-- Opening Marker --

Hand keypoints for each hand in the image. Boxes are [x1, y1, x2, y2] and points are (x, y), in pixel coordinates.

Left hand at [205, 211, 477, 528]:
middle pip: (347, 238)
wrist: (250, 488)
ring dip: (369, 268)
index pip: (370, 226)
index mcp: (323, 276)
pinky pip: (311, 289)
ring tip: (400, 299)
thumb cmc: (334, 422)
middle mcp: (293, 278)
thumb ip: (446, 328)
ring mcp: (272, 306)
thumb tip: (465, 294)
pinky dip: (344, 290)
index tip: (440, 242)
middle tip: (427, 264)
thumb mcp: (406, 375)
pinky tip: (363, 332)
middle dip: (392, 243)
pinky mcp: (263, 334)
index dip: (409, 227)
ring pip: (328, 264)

-- Closing Marker --

**Task prompt**
Determine how many lines of the entries hold "index", and reply with that number only.

**Reply to the task**
4